How to complete this task: For the word "limit", state how many lines below contain it. Give no other text.

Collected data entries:
>>>

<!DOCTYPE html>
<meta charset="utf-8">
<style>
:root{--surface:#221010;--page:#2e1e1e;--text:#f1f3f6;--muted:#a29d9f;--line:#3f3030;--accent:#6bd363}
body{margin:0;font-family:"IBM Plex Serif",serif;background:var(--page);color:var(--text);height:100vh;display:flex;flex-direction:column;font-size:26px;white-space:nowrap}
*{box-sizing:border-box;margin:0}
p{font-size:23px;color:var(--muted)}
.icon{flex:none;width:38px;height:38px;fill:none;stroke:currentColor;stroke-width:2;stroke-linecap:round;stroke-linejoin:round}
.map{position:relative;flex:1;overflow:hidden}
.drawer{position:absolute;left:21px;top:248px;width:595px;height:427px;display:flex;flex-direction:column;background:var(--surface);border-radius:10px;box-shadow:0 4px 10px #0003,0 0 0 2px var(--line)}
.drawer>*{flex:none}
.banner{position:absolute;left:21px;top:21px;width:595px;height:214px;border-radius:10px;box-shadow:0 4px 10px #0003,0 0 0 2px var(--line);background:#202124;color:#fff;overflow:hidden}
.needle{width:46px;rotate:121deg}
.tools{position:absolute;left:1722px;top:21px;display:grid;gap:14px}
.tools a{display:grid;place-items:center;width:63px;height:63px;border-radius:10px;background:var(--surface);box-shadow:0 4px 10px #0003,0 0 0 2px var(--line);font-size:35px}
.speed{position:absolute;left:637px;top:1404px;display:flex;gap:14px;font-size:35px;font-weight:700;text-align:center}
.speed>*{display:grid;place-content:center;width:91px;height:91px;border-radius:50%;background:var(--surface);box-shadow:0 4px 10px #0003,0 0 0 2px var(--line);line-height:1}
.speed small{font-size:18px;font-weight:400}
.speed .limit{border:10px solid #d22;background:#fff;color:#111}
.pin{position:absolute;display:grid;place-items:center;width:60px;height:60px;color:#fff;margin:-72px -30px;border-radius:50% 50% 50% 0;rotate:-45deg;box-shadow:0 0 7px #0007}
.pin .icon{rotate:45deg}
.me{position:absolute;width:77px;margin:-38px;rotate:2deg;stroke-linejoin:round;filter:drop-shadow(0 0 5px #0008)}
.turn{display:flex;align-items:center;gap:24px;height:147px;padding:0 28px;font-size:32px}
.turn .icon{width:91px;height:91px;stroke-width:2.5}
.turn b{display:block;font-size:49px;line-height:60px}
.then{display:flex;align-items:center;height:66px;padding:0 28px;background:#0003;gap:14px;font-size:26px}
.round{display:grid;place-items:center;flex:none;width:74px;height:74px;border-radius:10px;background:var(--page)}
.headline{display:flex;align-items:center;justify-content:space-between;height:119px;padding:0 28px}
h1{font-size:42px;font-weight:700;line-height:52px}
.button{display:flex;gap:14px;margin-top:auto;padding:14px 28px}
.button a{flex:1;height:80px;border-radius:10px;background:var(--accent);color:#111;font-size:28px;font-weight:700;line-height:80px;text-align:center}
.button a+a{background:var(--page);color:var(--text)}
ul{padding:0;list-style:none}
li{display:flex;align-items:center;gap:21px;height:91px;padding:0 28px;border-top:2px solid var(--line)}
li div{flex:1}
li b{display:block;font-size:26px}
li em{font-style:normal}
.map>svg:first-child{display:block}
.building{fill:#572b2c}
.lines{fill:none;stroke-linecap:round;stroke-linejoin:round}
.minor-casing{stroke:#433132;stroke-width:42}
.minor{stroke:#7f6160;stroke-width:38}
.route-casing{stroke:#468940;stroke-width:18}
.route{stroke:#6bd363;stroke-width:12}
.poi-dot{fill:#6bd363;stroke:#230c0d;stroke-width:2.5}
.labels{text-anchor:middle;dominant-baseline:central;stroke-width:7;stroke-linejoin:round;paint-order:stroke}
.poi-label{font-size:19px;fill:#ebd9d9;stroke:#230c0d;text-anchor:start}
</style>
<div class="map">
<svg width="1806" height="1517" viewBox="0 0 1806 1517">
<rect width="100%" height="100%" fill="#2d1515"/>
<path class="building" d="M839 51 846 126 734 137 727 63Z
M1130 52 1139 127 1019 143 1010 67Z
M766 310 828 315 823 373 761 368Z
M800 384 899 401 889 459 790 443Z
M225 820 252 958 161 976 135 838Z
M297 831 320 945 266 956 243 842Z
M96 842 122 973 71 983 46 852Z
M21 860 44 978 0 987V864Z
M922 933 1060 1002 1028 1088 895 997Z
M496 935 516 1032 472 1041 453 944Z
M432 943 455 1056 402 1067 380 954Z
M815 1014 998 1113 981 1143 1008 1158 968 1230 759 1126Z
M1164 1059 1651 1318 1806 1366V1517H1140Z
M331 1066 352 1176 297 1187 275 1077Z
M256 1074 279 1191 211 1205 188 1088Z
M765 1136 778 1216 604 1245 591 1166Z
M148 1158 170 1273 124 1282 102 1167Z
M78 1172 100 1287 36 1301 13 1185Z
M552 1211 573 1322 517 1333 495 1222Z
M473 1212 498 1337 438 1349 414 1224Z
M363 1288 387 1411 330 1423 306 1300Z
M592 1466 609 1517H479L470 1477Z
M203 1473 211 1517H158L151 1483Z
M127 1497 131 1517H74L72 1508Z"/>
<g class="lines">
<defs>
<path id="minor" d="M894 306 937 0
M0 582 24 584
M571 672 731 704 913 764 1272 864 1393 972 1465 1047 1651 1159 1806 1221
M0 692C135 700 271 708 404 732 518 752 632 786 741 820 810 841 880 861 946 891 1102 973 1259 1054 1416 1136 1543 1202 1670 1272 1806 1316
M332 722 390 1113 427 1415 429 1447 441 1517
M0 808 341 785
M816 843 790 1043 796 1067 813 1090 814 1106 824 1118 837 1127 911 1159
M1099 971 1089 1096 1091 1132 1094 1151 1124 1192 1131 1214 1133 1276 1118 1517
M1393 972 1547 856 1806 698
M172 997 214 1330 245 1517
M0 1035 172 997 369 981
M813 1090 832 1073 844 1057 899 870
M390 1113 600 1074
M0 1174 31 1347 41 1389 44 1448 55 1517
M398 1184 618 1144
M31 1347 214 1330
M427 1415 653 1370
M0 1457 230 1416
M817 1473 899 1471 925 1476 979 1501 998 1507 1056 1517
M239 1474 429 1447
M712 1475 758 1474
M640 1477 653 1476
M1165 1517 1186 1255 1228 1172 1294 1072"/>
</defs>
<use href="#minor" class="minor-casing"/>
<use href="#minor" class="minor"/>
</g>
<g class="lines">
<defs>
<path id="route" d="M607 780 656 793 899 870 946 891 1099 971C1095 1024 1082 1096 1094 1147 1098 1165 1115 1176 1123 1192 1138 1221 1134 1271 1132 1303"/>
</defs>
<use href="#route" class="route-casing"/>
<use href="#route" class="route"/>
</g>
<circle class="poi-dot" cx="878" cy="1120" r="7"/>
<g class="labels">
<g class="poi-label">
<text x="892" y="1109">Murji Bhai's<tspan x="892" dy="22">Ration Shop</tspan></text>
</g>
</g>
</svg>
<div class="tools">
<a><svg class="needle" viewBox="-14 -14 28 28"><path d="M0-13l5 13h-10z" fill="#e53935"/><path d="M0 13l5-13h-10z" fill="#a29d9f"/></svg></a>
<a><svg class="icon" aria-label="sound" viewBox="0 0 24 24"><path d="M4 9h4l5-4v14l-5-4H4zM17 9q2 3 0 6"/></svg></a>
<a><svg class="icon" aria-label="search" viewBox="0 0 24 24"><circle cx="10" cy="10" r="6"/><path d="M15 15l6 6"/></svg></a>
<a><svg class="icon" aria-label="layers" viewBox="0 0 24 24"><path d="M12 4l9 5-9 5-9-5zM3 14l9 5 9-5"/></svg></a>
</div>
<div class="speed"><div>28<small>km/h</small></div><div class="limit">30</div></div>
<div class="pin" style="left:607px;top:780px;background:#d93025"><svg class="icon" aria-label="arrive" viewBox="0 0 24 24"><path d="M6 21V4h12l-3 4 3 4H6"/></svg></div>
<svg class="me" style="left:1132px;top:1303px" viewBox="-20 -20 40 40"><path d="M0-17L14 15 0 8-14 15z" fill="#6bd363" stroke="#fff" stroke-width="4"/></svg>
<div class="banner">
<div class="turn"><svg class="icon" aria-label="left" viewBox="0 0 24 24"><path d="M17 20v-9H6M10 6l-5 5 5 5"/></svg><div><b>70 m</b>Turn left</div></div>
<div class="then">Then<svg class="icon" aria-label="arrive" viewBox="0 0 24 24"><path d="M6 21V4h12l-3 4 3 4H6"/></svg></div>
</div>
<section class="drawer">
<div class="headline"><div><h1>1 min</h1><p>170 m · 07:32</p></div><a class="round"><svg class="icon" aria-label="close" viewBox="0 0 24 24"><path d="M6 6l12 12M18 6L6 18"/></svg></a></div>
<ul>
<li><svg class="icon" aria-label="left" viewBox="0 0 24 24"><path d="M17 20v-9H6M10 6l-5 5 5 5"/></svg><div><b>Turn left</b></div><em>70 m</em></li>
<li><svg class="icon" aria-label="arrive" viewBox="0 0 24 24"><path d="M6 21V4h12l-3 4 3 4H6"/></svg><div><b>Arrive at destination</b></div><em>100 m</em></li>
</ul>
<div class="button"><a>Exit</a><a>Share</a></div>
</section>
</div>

<<<

Result for this task: 2